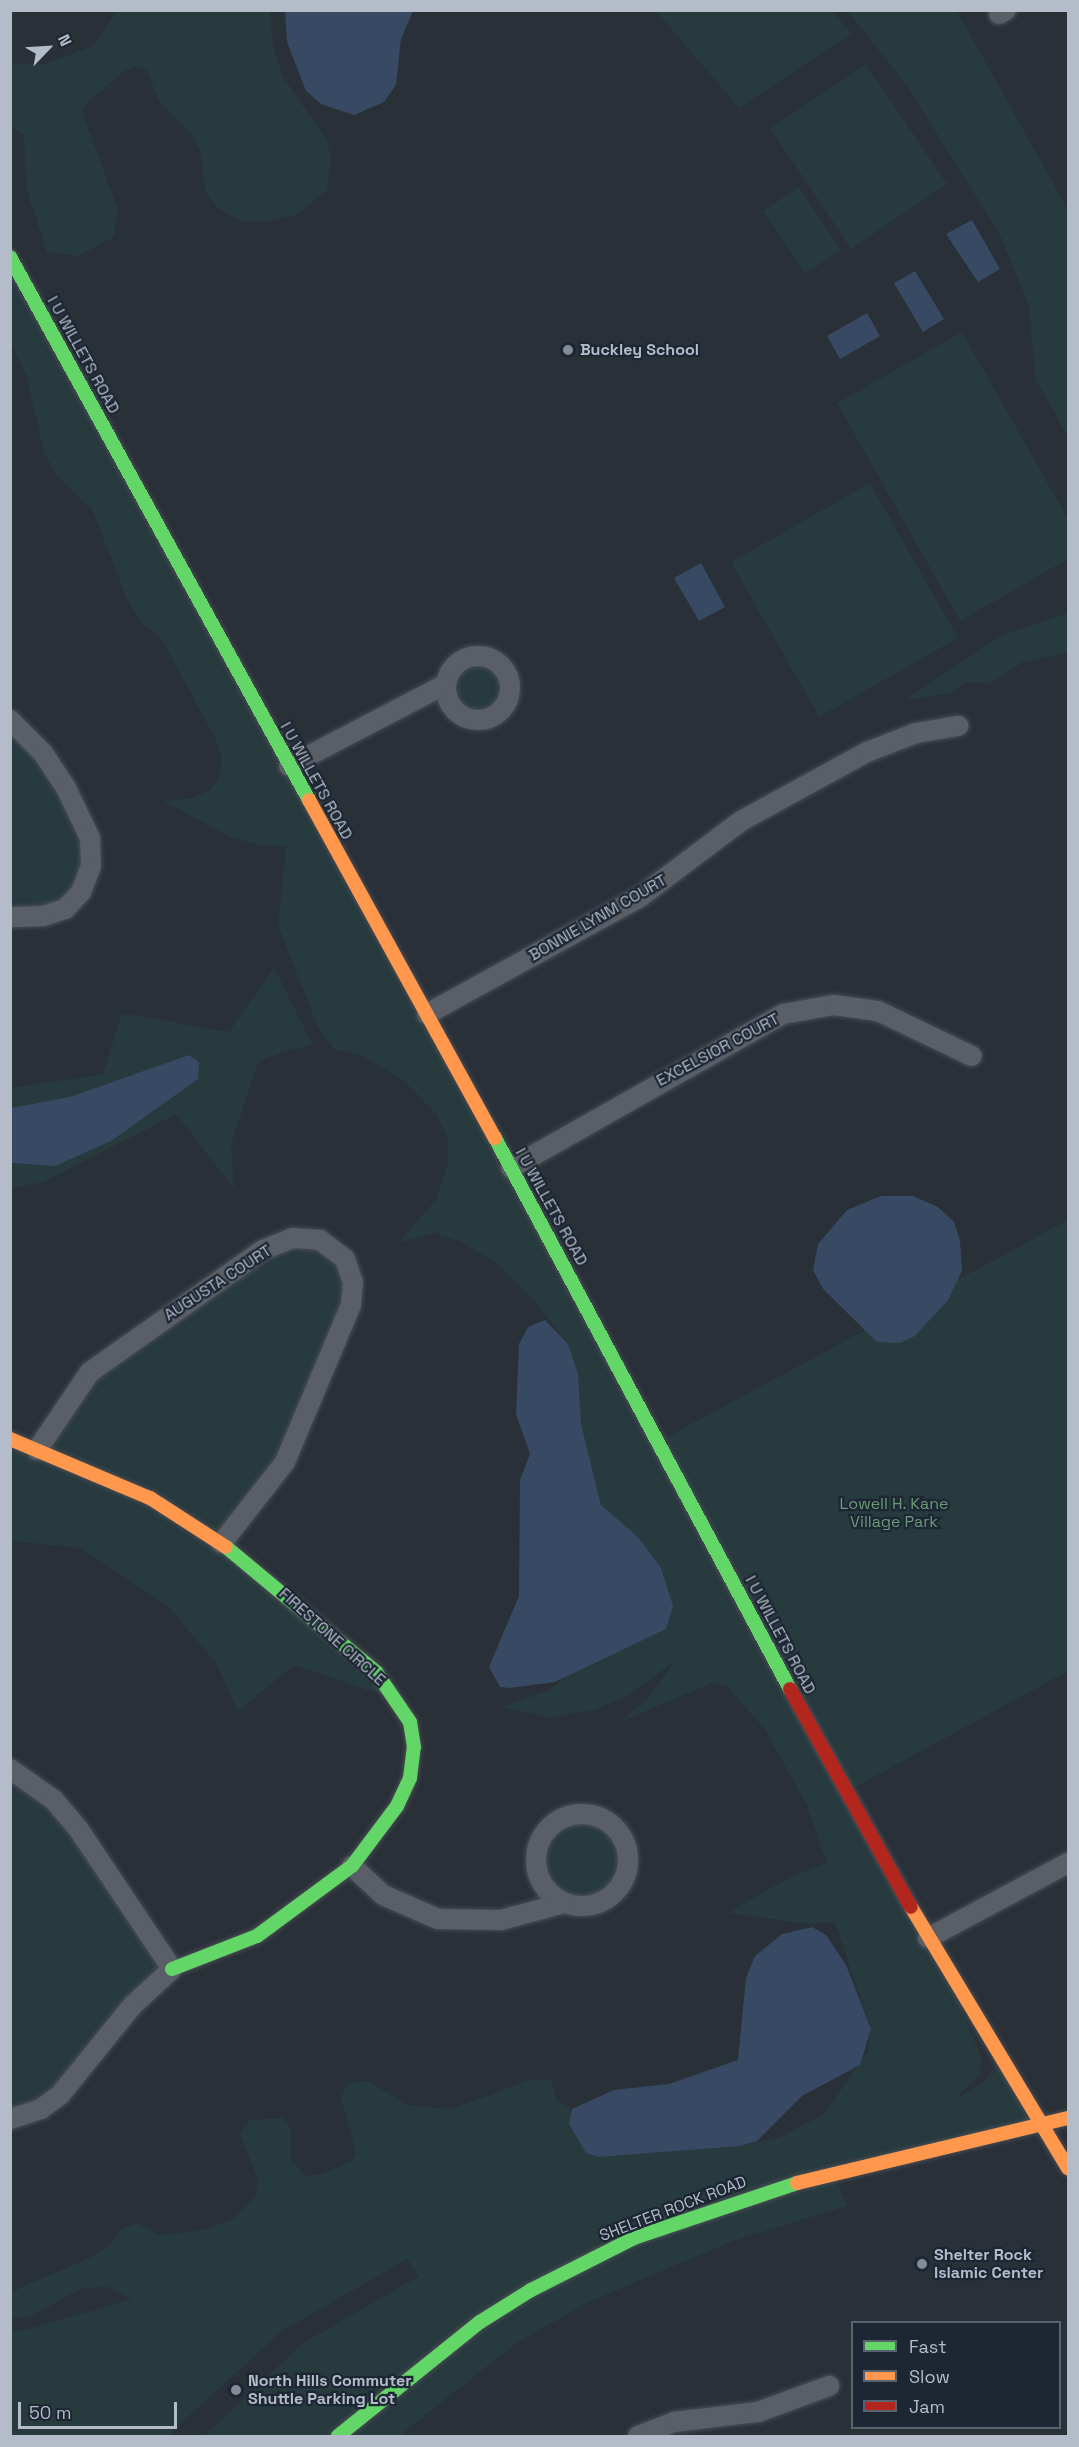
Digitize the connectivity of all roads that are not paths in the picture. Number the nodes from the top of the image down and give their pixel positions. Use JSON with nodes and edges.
{"nodes":[{"id":1,"x":10,"y":257,"type":"edge"},
{"id":2,"x":446,"y":684,"type":"dead end"},
{"id":3,"x":10,"y":720,"type":"edge"},
{"id":4,"x":958,"y":726,"type":"dead end"},
{"id":5,"x":289,"y":766,"type":"junction"},
{"id":6,"x":10,"y":917,"type":"edge"},
{"id":7,"x":427,"y":1014,"type":"junction"},
{"id":8,"x":972,"y":1056,"type":"dead end"},
{"id":9,"x":511,"y":1168,"type":"junction"},
{"id":10,"x":10,"y":1439,"type":"edge"},
{"id":11,"x":37,"y":1450,"type":"junction"},
{"id":12,"x":222,"y":1543,"type":"junction"},
{"id":13,"x":10,"y":1769,"type":"edge"},
{"id":14,"x":1068,"y":1863,"type":"edge"},
{"id":15,"x":352,"y":1866,"type":"junction"},
{"id":16,"x":564,"y":1903,"type":"junction"},
{"id":17,"x":928,"y":1938,"type":"junction"},
{"id":18,"x":172,"y":1969,"type":"junction"},
{"id":19,"x":1068,"y":2118,"type":"edge"},
{"id":20,"x":10,"y":2119,"type":"edge"},
{"id":21,"x":1040,"y":2125,"type":"junction"},
{"id":22,"x":1068,"y":2168,"type":"edge"},
{"id":23,"x":829,"y":2386,"type":"dead end"},
{"id":24,"x":338,"y":2436,"type":"edge"},
{"id":25,"x":638,"y":2436,"type":"edge"}],
"edges":[{"from":1,"to":5,"type":"street","name":"I U WILLETS ROAD"},
{"from":2,"to":5,"type":"street"},
{"from":3,"to":6,"type":"street"},
{"from":4,"to":7,"type":"street","name":"BONNIE LYNM COURT"},
{"from":5,"to":7,"type":"street","name":"I U WILLETS ROAD"},
{"from":7,"to":9,"type":"street","name":"I U WILLETS ROAD"},
{"from":8,"to":9,"type":"street","name":"EXCELSIOR COURT"},
{"from":9,"to":17,"type":"street","name":"I U WILLETS ROAD"},
{"from":10,"to":11,"type":"street","name":"FIRESTONE CIRCLE"},
{"from":11,"to":12,"type":"street","name":"FIRESTONE CIRCLE"},
{"from":11,"to":12,"type":"street","name":"AUGUSTA COURT"},
{"from":12,"to":15,"type":"street","name":"FIRESTONE CIRCLE"},
{"from":13,"to":18,"type":"street"},
{"from":14,"to":17,"type":"street"},
{"from":15,"to":16,"type":"street"},
{"from":15,"to":18,"type":"street","name":"FIRESTONE CIRCLE"},
{"from":16,"to":16,"type":"street"},
{"from":17,"to":21,"type":"street","name":"I U WILLETS ROAD"},
{"from":18,"to":20,"type":"street","name":"FIRESTONE CIRCLE"},
{"from":19,"to":21,"type":"street","name":"SHELTER ROCK ROAD"},
{"from":21,"to":22,"type":"street","name":"I U WILLETS ROAD"},
{"from":21,"to":24,"type":"street","name":"SHELTER ROCK ROAD"},
{"from":23,"to":25,"type":"street"}]}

* PROBLEM REQUIREMENTS *
Return all of the data exactly as written, and drop the pictures.

* OUTPUT OF THE EXERCISE *
Digitize the connectivity of all roads that are not paths in the picture. Number the nodes from the top of the image down and give their pixel positions. Use JSON with nodes and edges.
{"nodes":[{"id":1,"x":10,"y":257,"type":"edge"},
{"id":2,"x":446,"y":684,"type":"dead end"},
{"id":3,"x":10,"y":720,"type":"edge"},
{"id":4,"x":958,"y":726,"type":"dead end"},
{"id":5,"x":289,"y":766,"type":"junction"},
{"id":6,"x":10,"y":917,"type":"edge"},
{"id":7,"x":427,"y":1014,"type":"junction"},
{"id":8,"x":972,"y":1056,"type":"dead end"},
{"id":9,"x":511,"y":1168,"type":"junction"},
{"id":10,"x":10,"y":1439,"type":"edge"},
{"id":11,"x":37,"y":1450,"type":"junction"},
{"id":12,"x":222,"y":1543,"type":"junction"},
{"id":13,"x":10,"y":1769,"type":"edge"},
{"id":14,"x":1068,"y":1863,"type":"edge"},
{"id":15,"x":352,"y":1866,"type":"junction"},
{"id":16,"x":564,"y":1903,"type":"junction"},
{"id":17,"x":928,"y":1938,"type":"junction"},
{"id":18,"x":172,"y":1969,"type":"junction"},
{"id":19,"x":1068,"y":2118,"type":"edge"},
{"id":20,"x":10,"y":2119,"type":"edge"},
{"id":21,"x":1040,"y":2125,"type":"junction"},
{"id":22,"x":1068,"y":2168,"type":"edge"},
{"id":23,"x":829,"y":2386,"type":"dead end"},
{"id":24,"x":338,"y":2436,"type":"edge"},
{"id":25,"x":638,"y":2436,"type":"edge"}],
"edges":[{"from":1,"to":5,"type":"street","name":"I U WILLETS ROAD"},
{"from":2,"to":5,"type":"street"},
{"from":3,"to":6,"type":"street"},
{"from":4,"to":7,"type":"street","name":"BONNIE LYNM COURT"},
{"from":5,"to":7,"type":"street","name":"I U WILLETS ROAD"},
{"from":7,"to":9,"type":"street","name":"I U WILLETS ROAD"},
{"from":8,"to":9,"type":"street","name":"EXCELSIOR COURT"},
{"from":9,"to":17,"type":"street","name":"I U WILLETS ROAD"},
{"from":10,"to":11,"type":"street","name":"FIRESTONE CIRCLE"},
{"from":11,"to":12,"type":"street","name":"FIRESTONE CIRCLE"},
{"from":11,"to":12,"type":"street","name":"AUGUSTA COURT"},
{"from":12,"to":15,"type":"street","name":"FIRESTONE CIRCLE"},
{"from":13,"to":18,"type":"street"},
{"from":14,"to":17,"type":"street"},
{"from":15,"to":16,"type":"street"},
{"from":15,"to":18,"type":"street","name":"FIRESTONE CIRCLE"},
{"from":16,"to":16,"type":"street"},
{"from":17,"to":21,"type":"street","name":"I U WILLETS ROAD"},
{"from":18,"to":20,"type":"street","name":"FIRESTONE CIRCLE"},
{"from":19,"to":21,"type":"street","name":"SHELTER ROCK ROAD"},
{"from":21,"to":22,"type":"street","name":"I U WILLETS ROAD"},
{"from":21,"to":24,"type":"street","name":"SHELTER ROCK ROAD"},
{"from":23,"to":25,"type":"street"}]}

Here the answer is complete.